INSTRUCTIONS TO FOLLOW: For the data below, work out how many lines include the string "junction" and report only the number.
━━━━━━━━
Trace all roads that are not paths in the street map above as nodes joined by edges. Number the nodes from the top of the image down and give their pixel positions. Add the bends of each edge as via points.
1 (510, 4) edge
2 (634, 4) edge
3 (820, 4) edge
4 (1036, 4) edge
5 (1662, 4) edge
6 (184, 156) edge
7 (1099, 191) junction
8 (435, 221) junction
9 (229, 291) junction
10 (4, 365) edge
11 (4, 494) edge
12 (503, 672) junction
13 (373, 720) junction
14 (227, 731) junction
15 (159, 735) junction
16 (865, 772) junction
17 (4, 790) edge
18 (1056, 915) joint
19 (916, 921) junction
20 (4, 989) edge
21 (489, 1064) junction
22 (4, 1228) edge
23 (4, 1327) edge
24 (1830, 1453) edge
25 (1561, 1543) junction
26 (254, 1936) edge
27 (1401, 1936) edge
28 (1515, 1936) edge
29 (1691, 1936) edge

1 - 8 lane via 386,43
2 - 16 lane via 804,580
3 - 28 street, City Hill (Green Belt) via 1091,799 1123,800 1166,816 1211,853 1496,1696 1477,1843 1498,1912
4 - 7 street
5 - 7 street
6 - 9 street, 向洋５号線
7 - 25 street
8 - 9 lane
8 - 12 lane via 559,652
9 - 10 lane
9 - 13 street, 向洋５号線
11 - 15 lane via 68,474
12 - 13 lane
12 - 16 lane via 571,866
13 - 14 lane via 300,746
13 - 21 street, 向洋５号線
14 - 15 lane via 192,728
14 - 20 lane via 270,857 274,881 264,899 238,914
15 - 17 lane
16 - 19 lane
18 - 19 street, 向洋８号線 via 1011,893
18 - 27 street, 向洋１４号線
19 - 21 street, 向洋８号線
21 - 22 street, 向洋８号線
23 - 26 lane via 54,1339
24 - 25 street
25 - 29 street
━━━━━━━━
SOLUTION TO THIS PROBLEM: 11